「急ぐことないのに」
「魔女さん、直ぐどこかに行ってしまいそうで…」
「傍に、いてほしいの?」
「え?」
「なんでもないわ」
大きな瞳の直ぐ下、頬と目尻を親指で優しく擦るように撫でる。擽ったそうに肩を竦める彼は少しだけ不思議そうな視線を投げた。警戒心のまるでない、飼われた仔犬のような様子を見せるのに苦笑する。振り払われることのない手に触れる滑らかな肌に少しの名残惜しさを抱きながら離れ、立ち話というのも味気ないので休憩室を示す。都合良く人のいないそこは静かで、話すにはとても丁度いい。その方が彼も気が楽になるだろう。素直に後ろをついてくる姿は、髪型も相俟って雛チョコボのよう。気にしているかもしれない、と内心で笑うだけに留めた。
数人掛けのソファーに腰を下ろし、おいでと隣を叩いて促す。何のてらいもなく、戸惑う素振りも見せず座った彼は少しだけ身体をこちらに向け、ふにゃ、と口元を緩めた。硝子をはめ込んだ様なきらりとした双眸に見える好意的なものが、甘く胸を擽る。あまり変わらない高さにある目線を合わせて表情を和らげ、目の前の柔らかな髪を撫でた。
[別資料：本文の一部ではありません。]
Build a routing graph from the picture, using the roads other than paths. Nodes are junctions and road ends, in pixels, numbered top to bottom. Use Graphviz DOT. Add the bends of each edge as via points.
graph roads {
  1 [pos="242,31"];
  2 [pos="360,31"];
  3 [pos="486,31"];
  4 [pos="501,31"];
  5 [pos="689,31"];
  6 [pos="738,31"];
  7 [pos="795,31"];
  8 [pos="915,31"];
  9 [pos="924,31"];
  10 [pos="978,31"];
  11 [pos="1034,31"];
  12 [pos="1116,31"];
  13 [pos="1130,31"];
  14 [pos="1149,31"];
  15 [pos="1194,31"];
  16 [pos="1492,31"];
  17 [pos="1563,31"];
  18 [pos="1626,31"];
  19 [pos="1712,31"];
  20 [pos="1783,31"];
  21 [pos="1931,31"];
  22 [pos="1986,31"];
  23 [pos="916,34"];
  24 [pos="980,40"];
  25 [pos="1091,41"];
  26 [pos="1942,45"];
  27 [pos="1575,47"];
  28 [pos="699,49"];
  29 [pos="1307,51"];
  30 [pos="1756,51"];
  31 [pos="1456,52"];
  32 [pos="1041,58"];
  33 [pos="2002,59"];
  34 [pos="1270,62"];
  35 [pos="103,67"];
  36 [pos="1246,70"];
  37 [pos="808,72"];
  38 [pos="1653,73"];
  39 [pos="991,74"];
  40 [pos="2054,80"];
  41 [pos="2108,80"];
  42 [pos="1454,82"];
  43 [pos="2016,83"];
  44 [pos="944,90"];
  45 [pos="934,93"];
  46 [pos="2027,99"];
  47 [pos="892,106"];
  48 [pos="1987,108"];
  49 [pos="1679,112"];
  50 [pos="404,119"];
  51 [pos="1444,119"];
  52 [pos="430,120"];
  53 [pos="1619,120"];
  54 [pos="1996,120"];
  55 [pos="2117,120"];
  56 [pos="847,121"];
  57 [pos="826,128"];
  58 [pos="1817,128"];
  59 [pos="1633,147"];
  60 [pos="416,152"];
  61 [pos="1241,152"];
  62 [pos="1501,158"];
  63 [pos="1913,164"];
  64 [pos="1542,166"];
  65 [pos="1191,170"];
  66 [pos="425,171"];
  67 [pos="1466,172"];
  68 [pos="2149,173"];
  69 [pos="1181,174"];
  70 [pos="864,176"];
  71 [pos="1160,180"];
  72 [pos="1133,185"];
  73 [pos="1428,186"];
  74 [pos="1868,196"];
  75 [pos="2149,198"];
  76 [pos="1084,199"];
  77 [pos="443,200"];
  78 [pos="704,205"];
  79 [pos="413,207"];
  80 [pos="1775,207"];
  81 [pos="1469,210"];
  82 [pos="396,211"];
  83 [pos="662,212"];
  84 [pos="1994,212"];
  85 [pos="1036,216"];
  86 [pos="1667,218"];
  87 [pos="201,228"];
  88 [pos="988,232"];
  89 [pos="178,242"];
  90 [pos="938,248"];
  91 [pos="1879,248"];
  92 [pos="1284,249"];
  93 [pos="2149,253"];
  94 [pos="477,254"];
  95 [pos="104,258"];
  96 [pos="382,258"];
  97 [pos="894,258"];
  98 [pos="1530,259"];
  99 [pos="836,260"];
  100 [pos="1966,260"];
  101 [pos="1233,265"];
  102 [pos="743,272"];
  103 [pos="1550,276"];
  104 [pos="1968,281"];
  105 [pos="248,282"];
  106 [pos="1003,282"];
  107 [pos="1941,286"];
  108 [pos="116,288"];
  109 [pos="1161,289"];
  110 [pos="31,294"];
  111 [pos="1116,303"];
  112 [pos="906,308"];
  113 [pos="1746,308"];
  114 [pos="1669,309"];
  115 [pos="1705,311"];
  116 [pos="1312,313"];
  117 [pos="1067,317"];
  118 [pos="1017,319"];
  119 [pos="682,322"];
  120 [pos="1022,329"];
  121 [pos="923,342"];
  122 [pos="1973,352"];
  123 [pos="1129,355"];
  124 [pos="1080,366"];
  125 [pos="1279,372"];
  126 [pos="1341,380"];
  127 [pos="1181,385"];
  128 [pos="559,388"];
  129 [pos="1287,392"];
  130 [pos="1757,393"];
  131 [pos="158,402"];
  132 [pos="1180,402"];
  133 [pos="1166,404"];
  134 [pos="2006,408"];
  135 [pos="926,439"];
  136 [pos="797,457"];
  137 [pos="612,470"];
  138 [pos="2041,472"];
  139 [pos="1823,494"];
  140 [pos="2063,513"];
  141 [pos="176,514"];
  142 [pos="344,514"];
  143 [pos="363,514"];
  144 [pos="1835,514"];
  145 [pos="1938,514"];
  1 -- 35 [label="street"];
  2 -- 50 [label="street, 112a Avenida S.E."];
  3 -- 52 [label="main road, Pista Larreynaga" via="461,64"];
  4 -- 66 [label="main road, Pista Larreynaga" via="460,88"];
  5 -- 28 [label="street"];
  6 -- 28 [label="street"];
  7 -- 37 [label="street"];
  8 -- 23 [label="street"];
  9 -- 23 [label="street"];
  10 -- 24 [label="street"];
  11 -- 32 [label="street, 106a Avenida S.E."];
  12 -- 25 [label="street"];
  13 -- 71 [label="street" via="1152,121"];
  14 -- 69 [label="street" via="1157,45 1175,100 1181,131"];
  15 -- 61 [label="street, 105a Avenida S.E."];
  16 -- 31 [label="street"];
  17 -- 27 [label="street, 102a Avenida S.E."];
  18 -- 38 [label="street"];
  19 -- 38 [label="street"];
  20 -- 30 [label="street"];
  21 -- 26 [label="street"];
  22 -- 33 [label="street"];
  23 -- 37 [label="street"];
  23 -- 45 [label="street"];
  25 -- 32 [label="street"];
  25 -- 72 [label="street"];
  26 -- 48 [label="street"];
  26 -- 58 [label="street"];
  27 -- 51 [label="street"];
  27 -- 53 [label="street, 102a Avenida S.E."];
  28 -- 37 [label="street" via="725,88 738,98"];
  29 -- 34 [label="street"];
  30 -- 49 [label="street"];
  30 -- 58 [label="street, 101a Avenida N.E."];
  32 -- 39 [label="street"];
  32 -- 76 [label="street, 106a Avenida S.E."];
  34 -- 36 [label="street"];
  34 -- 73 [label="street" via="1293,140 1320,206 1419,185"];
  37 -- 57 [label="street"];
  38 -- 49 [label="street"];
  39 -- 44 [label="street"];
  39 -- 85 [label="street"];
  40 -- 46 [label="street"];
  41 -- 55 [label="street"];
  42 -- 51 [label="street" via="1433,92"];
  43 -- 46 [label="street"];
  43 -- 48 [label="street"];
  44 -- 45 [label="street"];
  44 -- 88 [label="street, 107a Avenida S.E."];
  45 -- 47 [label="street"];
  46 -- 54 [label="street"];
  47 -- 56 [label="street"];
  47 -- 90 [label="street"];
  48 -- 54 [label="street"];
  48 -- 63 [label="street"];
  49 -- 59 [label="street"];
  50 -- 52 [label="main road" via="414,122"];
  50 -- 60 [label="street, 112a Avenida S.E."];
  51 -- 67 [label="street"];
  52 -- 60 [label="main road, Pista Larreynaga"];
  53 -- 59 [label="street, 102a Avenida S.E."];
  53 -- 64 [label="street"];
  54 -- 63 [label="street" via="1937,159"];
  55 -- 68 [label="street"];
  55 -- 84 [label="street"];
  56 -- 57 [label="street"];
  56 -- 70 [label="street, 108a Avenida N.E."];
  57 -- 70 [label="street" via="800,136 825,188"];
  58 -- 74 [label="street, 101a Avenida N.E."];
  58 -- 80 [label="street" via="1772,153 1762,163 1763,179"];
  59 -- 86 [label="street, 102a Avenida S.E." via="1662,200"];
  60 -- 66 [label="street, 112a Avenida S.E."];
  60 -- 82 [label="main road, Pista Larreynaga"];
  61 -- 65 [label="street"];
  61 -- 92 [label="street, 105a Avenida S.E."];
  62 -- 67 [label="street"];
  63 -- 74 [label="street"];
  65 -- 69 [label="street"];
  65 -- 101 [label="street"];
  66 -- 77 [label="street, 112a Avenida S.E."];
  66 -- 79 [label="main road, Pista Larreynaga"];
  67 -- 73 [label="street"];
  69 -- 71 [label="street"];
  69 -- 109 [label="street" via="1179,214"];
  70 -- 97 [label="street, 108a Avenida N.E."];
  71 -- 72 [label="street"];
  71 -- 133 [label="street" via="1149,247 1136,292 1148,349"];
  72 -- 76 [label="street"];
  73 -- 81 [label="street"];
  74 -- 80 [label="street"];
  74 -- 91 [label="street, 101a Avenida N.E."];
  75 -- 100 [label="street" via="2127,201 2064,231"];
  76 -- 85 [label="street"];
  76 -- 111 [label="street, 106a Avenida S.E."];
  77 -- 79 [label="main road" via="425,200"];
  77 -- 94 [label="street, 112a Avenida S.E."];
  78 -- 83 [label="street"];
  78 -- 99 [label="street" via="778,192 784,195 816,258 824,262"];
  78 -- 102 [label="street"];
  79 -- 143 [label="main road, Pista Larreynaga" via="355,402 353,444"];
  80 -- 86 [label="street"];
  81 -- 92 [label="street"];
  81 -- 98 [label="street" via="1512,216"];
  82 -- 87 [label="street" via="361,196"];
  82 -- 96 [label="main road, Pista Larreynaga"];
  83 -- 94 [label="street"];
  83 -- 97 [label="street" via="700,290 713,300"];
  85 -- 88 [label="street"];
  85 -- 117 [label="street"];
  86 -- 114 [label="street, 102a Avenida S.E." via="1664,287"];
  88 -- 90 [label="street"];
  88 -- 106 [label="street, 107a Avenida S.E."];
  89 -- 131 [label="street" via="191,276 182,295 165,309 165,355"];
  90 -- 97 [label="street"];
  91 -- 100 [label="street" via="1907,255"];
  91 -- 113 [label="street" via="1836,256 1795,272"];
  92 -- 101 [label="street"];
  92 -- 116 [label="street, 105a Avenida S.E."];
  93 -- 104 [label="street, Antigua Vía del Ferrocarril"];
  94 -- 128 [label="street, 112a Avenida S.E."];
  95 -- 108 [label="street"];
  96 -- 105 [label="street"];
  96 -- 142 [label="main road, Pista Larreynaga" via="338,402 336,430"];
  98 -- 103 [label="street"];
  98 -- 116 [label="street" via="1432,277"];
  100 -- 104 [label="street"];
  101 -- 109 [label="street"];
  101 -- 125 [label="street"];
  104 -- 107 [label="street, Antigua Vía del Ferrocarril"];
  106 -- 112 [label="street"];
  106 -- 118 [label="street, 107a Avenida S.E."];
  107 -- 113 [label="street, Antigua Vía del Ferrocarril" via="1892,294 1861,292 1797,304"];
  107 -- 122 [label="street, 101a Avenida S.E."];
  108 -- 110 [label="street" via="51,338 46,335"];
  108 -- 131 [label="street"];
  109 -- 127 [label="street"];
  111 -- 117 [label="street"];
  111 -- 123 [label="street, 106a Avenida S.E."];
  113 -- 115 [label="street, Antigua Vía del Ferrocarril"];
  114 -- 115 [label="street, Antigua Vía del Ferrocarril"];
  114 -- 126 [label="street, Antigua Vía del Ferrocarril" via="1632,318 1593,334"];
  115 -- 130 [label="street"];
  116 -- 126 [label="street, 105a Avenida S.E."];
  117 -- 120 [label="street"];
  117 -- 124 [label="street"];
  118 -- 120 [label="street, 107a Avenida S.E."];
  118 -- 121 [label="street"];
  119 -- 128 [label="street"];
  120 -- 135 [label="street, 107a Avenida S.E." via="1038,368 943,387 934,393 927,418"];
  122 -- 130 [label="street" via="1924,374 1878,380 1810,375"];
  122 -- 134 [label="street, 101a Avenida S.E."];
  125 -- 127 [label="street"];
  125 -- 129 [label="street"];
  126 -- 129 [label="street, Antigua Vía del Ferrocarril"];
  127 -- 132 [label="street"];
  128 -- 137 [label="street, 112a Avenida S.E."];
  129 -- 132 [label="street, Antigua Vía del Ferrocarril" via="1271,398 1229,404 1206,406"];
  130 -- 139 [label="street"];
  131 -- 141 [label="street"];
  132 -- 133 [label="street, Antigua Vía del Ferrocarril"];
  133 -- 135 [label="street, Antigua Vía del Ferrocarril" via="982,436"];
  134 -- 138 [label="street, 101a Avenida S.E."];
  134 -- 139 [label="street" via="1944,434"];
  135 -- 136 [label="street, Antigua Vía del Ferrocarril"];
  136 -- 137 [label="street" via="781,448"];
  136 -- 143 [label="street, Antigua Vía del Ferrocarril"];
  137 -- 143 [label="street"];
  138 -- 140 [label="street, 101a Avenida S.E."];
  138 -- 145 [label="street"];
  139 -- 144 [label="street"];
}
ほんの少し手を伸ばせば届いてしまう距離で微笑み頭を撫でるその人に目を細める。心地の良い体温と感触は、なかなかどうして抗い難い。まだ会って間もないというのに、何故か触れられることに嫌悪も戸惑いも無く、心があたたかいもので満たされるようだった。神秘的な紫の瞳は逸らされること無く自身のものと合わさり、触れている手は安心を生んだ。
そんな、初めて会った時と変わらない、自分を見てくれる彼女の事を聞いたのはあの集まりの後に上官に呼ばれたときだった。彼女が言ったからか、遅れたことへの叱咤は無く、逆に何もなかったか等と心配するような声を掛けられたのは記憶に新しい。それから、彼はある噂を告げた。
端的に言うと、あの人は魔女だった。上官曰く、神羅が出来る前からその容姿は変わらずまるで時が止まっているかの様だと。社員ではないが神羅に自由に出入りしていることから協力者というのが推測されるものの、真相は上層部しか知らない。そして、念を押すように言われた言葉は、目を丸くしてしまうには充分過ぎるものだった。
『あの人は、人を食べて若さを保っている』
あくまで噂に過ぎないが、気を付けろ。そう言って去っていった上官にひとつ瞬いたのを覚えている。にわかに信じがたい事だが、社員のほとんどが知っているらしいその噂を、彼女は一度たりとも否定していないらしかった。ただ、静かに微笑みを向け、不思議な光を湛える紫玉の瞳を細めるだけなのだという。
そのようなことをする人ではない。彼女が姿を見せなくなって数週間、そんな気持ちがずっと心の中に渦巻いていた。
「魔女、さん」
「ん?」
「え、と…」
本当のことが知りたくて、けれど直球に聞けるほど親しくない現状に口から出かけた言葉を飲み込む。彼女にとって自分は一度会ったことがあるだけの一般兵。もし自分がソルジャーだったら変わったのだろうか。変わらず髪を撫でる細い指の感触に浸りながら、ひとつ、思った。
呼んだきり口を噤み、視線をさ迷わせる少年の言わんとしていることは大方分かる。噂の真相を知りたいのだろう。迷いを孕んだ眼を向けてくる彼に小さく微笑む。
「否定をしたとしても、信じる人はいるのかしら」
「魔女さん?」
「正直に聞いてくれる人は、どれだけ?」
はっと顔を上げ見つめてくる鮮やかな瞳に笑みを深め、撫でていた手を離す。追うように一瞬動いた視線は直ぐにこちらに戻ってきた。膝の上で自身の手を握り指を絡める。落とした視線、けれど、彼の言葉によって直ぐ上げることとなった。
「でもね、事実ではないから、肯定もしないわ」
「俺は…魔女さんを信じます」
虚を突かれた。真っ直ぐな言葉はそのまま届き、逸らされることのない双眸に見えた強い光に瞠目する。そう言い切ったのは少年が初めてなのは言うまでもない。嬉しいような恥ずかしいような、何とも言えぬ感情を抱き思わず動きを止めた。動揺しているのは自分でもよく分かった。徐々に頬へ熱が集まるのを感じ、気付かれぬよう自然な動作で頬に手を当て誤魔化すように口角を上げる。
「そういえば、名前を聞いていなかったから教えてくれる?」
「クラウド・ストライフ、です」
「ありがとう、クラウド」
応えた声は震えていないだろうか。そっと握った彼の手に、ほんの少しだけ力を込めた。